I was never asked to be a reference, but I like to think that I would have had the integrity to say that she was a very sweet person, however, I had once witnessed behavior that gave me pause, with the caveat that she might have just been having a “bad day” and sometimes even the calmest people “lose it.”  Then again, both sides of her could be real.

Unfortunately, people with personality disorders are usually cunning enough to put on a relatively normal persona in public. It’s not unusual for them to be well-respected, viewed as ehrlich and approachable. They are able to convince the people they associate with that it is a  spouse or child or parent who is difficult to live with and the one who is “crazy” and unreasonable.  They portray themselves as the abused parties. Since they have a distorted view of reality, their lies are convincing; this is actually how they interpret their world.
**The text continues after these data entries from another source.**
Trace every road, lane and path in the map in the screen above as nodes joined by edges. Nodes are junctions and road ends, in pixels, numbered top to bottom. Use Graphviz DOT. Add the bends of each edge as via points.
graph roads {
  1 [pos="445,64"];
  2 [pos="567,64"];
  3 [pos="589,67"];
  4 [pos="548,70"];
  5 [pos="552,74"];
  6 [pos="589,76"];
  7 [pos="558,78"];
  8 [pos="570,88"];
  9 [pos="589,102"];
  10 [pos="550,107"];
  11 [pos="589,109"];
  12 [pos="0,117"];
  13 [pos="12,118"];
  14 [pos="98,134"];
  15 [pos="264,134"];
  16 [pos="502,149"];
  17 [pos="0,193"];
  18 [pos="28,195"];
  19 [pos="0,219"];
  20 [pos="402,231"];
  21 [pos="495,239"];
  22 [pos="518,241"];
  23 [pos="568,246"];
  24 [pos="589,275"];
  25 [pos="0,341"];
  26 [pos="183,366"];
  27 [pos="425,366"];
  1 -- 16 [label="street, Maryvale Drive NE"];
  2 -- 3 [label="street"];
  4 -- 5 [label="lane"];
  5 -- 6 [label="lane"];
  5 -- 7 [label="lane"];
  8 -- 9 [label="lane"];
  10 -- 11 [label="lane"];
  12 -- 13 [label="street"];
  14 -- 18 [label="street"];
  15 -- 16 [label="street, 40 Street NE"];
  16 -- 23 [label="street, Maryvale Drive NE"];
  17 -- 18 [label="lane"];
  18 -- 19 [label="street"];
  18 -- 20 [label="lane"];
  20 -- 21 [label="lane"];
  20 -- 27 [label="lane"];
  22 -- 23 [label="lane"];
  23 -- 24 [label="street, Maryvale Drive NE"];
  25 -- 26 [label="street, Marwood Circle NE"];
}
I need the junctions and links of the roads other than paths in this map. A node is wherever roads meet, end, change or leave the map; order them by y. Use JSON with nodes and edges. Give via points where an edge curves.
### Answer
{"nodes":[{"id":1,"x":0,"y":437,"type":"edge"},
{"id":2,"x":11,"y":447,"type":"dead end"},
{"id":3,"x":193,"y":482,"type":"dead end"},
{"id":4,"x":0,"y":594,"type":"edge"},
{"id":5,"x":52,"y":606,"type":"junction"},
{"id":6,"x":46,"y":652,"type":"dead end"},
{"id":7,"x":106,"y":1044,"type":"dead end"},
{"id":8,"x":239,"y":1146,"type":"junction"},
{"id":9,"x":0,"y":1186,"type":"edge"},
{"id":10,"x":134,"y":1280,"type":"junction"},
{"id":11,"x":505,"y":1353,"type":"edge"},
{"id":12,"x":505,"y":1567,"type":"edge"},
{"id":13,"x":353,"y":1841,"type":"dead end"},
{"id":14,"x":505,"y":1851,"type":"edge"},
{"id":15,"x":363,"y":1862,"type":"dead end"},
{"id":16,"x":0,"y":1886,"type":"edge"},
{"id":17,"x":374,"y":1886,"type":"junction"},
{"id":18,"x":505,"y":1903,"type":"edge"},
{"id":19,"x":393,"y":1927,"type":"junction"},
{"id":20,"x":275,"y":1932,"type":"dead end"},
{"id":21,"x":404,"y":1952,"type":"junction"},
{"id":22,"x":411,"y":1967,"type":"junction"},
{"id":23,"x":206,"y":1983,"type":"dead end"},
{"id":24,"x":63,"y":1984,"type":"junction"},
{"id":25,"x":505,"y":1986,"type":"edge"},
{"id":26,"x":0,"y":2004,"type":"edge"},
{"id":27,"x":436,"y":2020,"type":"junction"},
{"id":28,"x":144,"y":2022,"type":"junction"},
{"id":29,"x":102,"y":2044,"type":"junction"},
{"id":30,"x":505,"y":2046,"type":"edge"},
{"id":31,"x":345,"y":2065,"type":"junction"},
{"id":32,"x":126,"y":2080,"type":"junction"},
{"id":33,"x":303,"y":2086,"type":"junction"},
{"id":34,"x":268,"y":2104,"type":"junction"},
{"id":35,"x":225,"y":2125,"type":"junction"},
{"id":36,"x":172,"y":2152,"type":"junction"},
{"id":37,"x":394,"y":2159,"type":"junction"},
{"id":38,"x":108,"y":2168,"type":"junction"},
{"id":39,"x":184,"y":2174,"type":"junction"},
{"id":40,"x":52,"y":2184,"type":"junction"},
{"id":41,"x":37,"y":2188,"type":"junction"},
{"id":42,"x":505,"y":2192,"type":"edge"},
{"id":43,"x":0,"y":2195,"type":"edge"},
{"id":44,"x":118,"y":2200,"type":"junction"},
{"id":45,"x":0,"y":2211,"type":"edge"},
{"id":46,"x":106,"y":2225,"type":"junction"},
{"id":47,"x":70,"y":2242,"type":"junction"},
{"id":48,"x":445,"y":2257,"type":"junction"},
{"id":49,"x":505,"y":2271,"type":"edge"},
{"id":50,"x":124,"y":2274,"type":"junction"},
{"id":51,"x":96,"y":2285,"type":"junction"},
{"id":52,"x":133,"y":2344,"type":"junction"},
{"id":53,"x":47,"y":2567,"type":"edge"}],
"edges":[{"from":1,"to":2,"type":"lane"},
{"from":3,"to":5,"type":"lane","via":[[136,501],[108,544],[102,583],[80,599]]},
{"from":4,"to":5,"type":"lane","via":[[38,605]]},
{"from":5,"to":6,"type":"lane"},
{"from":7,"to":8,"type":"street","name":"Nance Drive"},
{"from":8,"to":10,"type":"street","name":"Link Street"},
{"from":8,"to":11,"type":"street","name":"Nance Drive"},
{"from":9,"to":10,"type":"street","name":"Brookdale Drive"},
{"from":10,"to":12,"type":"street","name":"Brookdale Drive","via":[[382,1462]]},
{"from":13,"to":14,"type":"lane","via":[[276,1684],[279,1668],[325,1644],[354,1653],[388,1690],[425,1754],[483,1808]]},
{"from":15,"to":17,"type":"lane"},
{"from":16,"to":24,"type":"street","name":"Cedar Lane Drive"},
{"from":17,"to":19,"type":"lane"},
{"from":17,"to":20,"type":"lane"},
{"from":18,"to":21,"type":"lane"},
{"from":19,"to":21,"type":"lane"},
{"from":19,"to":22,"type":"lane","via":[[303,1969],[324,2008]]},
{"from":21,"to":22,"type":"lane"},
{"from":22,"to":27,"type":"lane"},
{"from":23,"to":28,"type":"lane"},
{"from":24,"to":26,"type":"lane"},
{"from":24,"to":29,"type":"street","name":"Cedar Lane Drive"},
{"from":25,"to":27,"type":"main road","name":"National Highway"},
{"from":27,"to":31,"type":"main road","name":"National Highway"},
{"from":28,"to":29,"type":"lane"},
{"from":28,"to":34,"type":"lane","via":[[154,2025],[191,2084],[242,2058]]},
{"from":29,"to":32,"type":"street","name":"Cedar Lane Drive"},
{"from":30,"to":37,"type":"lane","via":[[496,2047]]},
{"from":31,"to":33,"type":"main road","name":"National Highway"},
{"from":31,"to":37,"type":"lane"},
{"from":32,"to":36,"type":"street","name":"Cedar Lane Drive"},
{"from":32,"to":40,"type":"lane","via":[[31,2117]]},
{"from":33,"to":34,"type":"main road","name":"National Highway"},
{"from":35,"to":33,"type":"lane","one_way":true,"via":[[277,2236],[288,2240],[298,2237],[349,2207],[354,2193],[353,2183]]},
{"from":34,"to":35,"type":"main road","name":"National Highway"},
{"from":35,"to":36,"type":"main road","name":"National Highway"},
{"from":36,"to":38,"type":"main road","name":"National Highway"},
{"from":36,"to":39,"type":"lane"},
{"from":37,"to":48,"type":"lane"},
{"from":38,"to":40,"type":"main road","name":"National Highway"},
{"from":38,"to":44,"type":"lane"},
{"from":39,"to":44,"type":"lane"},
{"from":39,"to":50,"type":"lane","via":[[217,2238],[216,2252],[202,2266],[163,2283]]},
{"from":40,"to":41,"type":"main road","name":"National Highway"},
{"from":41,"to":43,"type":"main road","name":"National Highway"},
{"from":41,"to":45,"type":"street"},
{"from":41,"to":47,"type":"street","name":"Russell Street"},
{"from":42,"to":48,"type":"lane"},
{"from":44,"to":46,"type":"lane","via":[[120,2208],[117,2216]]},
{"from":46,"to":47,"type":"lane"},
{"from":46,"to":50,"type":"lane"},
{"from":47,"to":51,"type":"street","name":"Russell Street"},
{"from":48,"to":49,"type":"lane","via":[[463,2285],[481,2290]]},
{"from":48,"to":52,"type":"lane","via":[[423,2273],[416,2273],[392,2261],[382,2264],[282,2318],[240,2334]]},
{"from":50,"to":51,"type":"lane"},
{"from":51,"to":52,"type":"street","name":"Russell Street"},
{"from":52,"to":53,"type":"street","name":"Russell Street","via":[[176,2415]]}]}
That is what is so scary about shidduchim.  References can be manipulated, fooled and misled and thus quite innocently say favorable things about a very sick person.  That is why it is reprehensible when those who do know that the individual has serious issues are silent.

I think it is crucial for future chatanim and kallot to be taught to recognize certain “red flags” that could indicate that a date has serious problems.  It would be a huge mitzvah for psychologists and other mental health specialists to have sessions in the girls’ high schools and boys’ yeshivot and seminaries to teach what to look for.  Someone who, for example, loses his temper at the waiter because his soup is lukewarm is not necessarily personality disordered, but it is a behavior that should be watched to see if it is part of a pattern.

Further investigation, for example, is warranted if a young lady is overly critical about trivial matters or speaks disrespectfully and condescendingly about her parents or friends as the relationship progresses. If she disparages these people, chances are she will be critical of her future spouse and children.